▶ Work task: Where the records appear below, transcribe them exactly, leaving none out.

■ ■ ■ ■ ■ ■ ■

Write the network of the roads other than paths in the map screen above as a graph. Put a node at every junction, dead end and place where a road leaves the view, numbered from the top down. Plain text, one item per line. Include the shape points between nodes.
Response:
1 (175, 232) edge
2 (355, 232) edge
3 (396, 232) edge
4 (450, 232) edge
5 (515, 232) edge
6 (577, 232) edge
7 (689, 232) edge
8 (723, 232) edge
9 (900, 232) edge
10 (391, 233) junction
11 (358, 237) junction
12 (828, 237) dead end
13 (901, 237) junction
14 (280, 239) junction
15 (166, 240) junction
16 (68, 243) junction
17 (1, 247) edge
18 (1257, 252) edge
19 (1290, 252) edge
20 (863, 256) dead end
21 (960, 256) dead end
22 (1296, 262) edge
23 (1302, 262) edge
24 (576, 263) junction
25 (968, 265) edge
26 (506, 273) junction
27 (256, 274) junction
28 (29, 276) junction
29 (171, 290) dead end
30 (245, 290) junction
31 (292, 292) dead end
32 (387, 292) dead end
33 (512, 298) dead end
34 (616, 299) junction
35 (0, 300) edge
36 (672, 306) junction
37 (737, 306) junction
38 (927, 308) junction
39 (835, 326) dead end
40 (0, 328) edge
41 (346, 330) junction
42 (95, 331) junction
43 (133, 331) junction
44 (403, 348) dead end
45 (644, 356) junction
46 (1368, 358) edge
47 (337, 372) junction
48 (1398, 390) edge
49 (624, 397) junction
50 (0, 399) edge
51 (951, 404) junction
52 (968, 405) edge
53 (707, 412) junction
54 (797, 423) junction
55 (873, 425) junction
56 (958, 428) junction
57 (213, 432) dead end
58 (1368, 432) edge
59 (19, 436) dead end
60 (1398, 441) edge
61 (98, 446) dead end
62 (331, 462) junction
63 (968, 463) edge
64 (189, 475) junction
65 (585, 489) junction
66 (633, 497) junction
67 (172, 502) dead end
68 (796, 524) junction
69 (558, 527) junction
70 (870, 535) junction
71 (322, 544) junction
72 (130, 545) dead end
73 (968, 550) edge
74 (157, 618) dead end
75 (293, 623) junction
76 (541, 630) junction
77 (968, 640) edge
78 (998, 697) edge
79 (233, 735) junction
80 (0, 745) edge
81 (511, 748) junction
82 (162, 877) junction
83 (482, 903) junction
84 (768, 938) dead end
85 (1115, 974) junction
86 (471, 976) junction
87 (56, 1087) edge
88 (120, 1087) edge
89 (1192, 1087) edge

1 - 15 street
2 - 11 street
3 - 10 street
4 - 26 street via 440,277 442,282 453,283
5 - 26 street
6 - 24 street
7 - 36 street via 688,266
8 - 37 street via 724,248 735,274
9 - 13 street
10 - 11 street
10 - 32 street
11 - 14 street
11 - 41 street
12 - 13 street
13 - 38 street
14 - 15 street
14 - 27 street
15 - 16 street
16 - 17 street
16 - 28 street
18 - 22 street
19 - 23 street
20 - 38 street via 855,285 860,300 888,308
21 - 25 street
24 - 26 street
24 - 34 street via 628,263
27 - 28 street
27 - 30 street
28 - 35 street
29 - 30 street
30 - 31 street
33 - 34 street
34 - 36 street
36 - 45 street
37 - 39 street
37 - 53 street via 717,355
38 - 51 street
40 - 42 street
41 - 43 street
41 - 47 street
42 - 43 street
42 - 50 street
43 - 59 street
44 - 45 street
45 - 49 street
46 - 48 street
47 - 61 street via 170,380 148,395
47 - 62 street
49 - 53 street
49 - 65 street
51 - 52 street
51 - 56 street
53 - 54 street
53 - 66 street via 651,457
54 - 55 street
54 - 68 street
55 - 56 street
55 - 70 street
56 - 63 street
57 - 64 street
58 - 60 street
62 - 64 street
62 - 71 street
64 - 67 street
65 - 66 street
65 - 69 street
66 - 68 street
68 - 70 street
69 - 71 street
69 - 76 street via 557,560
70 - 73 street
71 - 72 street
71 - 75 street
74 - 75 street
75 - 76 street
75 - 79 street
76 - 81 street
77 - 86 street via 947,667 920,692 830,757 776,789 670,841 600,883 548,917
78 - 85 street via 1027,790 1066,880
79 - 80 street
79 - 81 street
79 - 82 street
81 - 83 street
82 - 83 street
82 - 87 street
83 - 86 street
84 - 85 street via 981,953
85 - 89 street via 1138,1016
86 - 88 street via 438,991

■ ■ ■ ■ ■ ■ ■

▶ Your response:
Write the network of the roads other than paths in the map screen above as a graph. Put a node at every junction, dead end and place where a road leaves the view, numbered from the top down. Plain text, one item per line. Include the shape points between nodes.
Response:
1 (175, 232) edge
2 (355, 232) edge
3 (396, 232) edge
4 (450, 232) edge
5 (515, 232) edge
6 (577, 232) edge
7 (689, 232) edge
8 (723, 232) edge
9 (900, 232) edge
10 (391, 233) junction
11 (358, 237) junction
12 (828, 237) dead end
13 (901, 237) junction
14 (280, 239) junction
15 (166, 240) junction
16 (68, 243) junction
17 (1, 247) edge
18 (1257, 252) edge
19 (1290, 252) edge
20 (863, 256) dead end
21 (960, 256) dead end
22 (1296, 262) edge
23 (1302, 262) edge
24 (576, 263) junction
25 (968, 265) edge
26 (506, 273) junction
27 (256, 274) junction
28 (29, 276) junction
29 (171, 290) dead end
30 (245, 290) junction
31 (292, 292) dead end
32 (387, 292) dead end
33 (512, 298) dead end
34 (616, 299) junction
35 (0, 300) edge
36 (672, 306) junction
37 (737, 306) junction
38 (927, 308) junction
39 (835, 326) dead end
40 (0, 328) edge
41 (346, 330) junction
42 (95, 331) junction
43 (133, 331) junction
44 (403, 348) dead end
45 (644, 356) junction
46 (1368, 358) edge
47 (337, 372) junction
48 (1398, 390) edge
49 (624, 397) junction
50 (0, 399) edge
51 (951, 404) junction
52 (968, 405) edge
53 (707, 412) junction
54 (797, 423) junction
55 (873, 425) junction
56 (958, 428) junction
57 (213, 432) dead end
58 (1368, 432) edge
59 (19, 436) dead end
60 (1398, 441) edge
61 (98, 446) dead end
62 (331, 462) junction
63 (968, 463) edge
64 (189, 475) junction
65 (585, 489) junction
66 (633, 497) junction
67 (172, 502) dead end
68 (796, 524) junction
69 (558, 527) junction
70 (870, 535) junction
71 (322, 544) junction
72 (130, 545) dead end
73 (968, 550) edge
74 (157, 618) dead end
75 (293, 623) junction
76 (541, 630) junction
77 (968, 640) edge
78 (998, 697) edge
79 (233, 735) junction
80 (0, 745) edge
81 (511, 748) junction
82 (162, 877) junction
83 (482, 903) junction
84 (768, 938) dead end
85 (1115, 974) junction
86 (471, 976) junction
87 (56, 1087) edge
88 (120, 1087) edge
89 (1192, 1087) edge

1 - 15 street
2 - 11 street
3 - 10 street
4 - 26 street via 440,277 442,282 453,283
5 - 26 street
6 - 24 street
7 - 36 street via 688,266
8 - 37 street via 724,248 735,274
9 - 13 street
10 - 11 street
10 - 32 street
11 - 14 street
11 - 41 street
12 - 13 street
13 - 38 street
14 - 15 street
14 - 27 street
15 - 16 street
16 - 17 street
16 - 28 street
18 - 22 street
19 - 23 street
20 - 38 street via 855,285 860,300 888,308
21 - 25 street
24 - 26 street
24 - 34 street via 628,263
27 - 28 street
27 - 30 street
28 - 35 street
29 - 30 street
30 - 31 street
33 - 34 street
34 - 36 street
36 - 45 street
37 - 39 street
37 - 53 street via 717,355
38 - 51 street
40 - 42 street
41 - 43 street
41 - 47 street
42 - 43 street
42 - 50 street
43 - 59 street
44 - 45 street
45 - 49 street
46 - 48 street
47 - 61 street via 170,380 148,395
47 - 62 street
49 - 53 street
49 - 65 street
51 - 52 street
51 - 56 street
53 - 54 street
53 - 66 street via 651,457
54 - 55 street
54 - 68 street
55 - 56 street
55 - 70 street
56 - 63 street
57 - 64 street
58 - 60 street
62 - 64 street
62 - 71 street
64 - 67 street
65 - 66 street
65 - 69 street
66 - 68 street
68 - 70 street
69 - 71 street
69 - 76 street via 557,560
70 - 73 street
71 - 72 street
71 - 75 street
74 - 75 street
75 - 76 street
75 - 79 street
76 - 81 street
77 - 86 street via 947,667 920,692 830,757 776,789 670,841 600,883 548,917
78 - 85 street via 1027,790 1066,880
79 - 80 street
79 - 81 street
79 - 82 street
81 - 83 street
82 - 83 street
82 - 87 street
83 - 86 street
84 - 85 street via 981,953
85 - 89 street via 1138,1016
86 - 88 street via 438,991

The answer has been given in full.